Problem.
What number of lines in the entries below include the string "dead"? Respond with that number alone.

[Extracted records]

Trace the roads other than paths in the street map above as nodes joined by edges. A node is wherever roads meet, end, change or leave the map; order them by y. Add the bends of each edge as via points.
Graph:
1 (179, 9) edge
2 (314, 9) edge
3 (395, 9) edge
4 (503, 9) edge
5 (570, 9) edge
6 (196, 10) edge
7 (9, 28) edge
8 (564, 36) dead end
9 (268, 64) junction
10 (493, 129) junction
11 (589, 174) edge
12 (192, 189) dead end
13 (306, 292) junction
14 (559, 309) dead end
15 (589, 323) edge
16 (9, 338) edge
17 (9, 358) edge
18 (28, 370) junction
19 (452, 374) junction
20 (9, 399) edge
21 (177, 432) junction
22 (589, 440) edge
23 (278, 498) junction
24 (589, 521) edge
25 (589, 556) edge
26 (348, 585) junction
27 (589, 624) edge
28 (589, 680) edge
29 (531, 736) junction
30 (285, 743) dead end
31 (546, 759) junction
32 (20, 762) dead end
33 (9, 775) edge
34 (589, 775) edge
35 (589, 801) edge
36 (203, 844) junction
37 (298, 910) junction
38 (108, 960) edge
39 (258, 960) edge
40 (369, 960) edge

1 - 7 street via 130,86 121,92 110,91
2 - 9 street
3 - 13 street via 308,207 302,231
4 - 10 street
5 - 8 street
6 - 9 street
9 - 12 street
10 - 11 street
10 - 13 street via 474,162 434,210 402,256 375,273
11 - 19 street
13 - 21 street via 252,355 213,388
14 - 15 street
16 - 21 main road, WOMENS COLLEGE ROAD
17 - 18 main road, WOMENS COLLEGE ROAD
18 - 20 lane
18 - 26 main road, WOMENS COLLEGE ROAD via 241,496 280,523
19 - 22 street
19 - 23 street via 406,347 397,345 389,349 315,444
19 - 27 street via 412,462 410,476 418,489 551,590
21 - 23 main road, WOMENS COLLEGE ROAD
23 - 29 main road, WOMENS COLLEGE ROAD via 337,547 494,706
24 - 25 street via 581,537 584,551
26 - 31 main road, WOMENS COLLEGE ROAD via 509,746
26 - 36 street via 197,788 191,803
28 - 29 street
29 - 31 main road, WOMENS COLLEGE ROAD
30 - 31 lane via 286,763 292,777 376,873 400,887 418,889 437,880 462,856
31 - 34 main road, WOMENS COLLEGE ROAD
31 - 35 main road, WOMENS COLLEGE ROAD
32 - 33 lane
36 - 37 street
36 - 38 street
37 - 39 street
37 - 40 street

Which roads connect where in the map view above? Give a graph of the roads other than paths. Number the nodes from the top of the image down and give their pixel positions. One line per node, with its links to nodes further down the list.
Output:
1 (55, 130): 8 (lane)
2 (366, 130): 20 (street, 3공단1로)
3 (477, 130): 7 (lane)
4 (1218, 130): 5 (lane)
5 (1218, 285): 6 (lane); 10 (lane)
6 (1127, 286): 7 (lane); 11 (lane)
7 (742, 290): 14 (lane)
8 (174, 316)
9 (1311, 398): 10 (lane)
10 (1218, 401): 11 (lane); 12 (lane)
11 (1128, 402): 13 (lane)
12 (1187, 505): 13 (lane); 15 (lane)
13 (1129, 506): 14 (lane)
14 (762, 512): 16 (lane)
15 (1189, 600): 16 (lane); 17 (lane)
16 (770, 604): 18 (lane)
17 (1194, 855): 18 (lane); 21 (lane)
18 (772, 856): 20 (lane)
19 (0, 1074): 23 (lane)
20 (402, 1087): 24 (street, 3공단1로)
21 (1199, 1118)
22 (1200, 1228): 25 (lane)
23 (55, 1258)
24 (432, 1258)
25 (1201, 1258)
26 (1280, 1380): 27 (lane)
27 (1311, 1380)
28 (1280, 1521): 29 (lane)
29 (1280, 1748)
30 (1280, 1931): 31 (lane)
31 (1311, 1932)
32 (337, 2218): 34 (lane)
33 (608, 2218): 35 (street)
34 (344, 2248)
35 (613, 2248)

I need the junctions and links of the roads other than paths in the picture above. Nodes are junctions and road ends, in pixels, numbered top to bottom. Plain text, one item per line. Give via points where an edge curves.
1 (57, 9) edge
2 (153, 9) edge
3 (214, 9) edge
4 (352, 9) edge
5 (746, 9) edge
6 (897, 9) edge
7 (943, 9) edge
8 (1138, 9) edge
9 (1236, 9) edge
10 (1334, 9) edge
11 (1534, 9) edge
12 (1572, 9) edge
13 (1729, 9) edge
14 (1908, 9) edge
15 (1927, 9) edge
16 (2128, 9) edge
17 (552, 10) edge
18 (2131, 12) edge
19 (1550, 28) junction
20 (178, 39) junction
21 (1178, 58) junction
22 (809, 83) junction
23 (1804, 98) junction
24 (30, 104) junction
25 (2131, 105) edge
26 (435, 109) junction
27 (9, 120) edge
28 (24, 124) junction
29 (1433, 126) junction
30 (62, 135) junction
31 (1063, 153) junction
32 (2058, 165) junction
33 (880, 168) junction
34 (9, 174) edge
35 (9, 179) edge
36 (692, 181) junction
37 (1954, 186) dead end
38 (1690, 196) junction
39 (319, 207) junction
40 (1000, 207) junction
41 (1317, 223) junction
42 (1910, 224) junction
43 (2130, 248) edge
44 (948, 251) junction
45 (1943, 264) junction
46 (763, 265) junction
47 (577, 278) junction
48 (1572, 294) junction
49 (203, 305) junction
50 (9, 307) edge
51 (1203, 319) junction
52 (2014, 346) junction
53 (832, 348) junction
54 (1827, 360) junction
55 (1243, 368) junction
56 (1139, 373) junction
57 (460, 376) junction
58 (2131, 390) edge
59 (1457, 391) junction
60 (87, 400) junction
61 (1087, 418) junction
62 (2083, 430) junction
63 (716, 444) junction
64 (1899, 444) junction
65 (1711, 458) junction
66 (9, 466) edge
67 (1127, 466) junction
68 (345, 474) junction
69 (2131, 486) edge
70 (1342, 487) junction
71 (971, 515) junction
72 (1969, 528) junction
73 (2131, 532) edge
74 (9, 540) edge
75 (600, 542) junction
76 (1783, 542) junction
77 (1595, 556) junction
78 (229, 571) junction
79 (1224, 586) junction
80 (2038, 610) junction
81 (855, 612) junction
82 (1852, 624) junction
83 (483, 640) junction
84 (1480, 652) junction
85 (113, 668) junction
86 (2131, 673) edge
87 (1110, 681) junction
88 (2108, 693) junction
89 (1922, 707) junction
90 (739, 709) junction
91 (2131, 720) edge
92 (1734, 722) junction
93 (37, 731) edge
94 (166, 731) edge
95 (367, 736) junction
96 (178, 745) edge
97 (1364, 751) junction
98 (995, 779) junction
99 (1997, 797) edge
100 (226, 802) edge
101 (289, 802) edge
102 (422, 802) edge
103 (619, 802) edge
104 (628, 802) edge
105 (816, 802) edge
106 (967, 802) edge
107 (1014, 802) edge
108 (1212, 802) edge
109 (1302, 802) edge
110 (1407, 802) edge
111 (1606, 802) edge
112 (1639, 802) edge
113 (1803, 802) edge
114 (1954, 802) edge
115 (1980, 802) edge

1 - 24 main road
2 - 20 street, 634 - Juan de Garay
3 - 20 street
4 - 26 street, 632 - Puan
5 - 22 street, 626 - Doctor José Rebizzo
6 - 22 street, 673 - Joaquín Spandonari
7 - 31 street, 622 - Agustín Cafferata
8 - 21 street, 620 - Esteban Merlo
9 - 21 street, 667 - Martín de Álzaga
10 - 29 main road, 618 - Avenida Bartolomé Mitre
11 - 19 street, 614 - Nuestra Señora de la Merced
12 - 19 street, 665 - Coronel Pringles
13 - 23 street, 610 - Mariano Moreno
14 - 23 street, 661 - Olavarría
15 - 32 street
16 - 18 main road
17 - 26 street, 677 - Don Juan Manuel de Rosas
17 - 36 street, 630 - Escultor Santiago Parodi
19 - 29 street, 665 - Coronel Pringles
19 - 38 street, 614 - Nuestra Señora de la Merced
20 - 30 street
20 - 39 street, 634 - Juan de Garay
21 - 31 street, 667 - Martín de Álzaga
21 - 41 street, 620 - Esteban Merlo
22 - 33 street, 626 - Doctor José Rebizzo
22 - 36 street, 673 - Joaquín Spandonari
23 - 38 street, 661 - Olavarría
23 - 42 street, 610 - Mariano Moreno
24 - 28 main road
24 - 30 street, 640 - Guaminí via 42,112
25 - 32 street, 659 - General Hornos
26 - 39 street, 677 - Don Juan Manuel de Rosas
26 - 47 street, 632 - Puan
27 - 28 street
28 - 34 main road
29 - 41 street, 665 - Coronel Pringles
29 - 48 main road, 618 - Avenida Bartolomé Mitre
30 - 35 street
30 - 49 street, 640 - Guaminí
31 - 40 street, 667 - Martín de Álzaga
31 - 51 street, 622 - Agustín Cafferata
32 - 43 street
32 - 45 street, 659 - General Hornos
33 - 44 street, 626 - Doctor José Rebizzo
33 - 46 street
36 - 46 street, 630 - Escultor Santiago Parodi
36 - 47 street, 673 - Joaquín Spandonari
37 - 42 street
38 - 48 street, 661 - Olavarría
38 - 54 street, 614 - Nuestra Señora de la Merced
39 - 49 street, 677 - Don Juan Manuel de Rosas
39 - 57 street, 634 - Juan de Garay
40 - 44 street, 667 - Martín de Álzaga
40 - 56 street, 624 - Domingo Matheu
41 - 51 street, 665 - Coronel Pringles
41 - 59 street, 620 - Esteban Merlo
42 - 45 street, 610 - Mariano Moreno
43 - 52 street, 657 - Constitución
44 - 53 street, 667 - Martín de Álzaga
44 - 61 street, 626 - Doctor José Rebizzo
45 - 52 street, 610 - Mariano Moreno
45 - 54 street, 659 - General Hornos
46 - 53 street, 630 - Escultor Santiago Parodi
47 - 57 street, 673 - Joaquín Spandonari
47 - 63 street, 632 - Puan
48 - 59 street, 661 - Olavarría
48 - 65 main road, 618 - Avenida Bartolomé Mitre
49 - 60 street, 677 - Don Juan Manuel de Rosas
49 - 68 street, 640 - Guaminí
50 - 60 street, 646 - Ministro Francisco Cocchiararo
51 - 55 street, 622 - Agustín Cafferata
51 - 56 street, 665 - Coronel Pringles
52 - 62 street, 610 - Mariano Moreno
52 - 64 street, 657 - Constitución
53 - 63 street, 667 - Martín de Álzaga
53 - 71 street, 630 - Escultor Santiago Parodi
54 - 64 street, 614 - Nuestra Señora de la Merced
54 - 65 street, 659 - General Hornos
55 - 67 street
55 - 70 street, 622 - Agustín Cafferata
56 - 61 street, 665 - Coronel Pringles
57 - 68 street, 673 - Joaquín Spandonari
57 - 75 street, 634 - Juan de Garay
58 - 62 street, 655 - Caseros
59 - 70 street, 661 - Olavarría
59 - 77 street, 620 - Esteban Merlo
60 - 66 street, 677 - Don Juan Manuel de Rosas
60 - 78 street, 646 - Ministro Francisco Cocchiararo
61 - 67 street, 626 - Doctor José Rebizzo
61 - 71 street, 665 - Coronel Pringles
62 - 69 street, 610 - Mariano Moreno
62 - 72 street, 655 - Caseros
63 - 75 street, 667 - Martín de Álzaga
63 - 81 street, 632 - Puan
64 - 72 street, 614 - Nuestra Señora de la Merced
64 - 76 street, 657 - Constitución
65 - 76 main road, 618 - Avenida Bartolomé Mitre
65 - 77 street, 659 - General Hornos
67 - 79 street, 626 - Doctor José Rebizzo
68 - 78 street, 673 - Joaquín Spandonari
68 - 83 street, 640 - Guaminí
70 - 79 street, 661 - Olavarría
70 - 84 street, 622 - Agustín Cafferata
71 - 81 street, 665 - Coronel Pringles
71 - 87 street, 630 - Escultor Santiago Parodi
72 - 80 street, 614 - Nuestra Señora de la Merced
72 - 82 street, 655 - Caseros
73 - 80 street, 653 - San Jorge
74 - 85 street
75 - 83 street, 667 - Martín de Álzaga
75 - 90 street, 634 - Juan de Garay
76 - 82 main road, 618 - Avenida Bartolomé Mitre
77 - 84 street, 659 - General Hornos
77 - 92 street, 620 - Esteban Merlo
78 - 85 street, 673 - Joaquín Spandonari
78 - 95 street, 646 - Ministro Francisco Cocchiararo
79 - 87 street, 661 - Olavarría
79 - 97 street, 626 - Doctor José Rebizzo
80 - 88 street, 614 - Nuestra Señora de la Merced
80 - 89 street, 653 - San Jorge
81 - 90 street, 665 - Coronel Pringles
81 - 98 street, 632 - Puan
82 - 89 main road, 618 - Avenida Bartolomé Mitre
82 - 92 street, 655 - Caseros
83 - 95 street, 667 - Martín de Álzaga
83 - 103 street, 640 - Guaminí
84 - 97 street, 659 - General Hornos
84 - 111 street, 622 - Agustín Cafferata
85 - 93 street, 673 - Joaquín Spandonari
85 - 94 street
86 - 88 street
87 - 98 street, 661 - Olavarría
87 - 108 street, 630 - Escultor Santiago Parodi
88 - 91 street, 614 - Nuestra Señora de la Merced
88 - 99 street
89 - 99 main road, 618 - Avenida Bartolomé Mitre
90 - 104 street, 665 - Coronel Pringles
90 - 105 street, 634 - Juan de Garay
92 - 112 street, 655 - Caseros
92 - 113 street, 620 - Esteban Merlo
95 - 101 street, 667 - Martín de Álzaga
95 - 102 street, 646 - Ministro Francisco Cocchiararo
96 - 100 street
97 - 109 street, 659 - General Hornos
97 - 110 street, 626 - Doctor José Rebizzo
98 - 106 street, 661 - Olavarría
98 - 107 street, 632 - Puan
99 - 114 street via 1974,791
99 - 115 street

Exercise solution.
6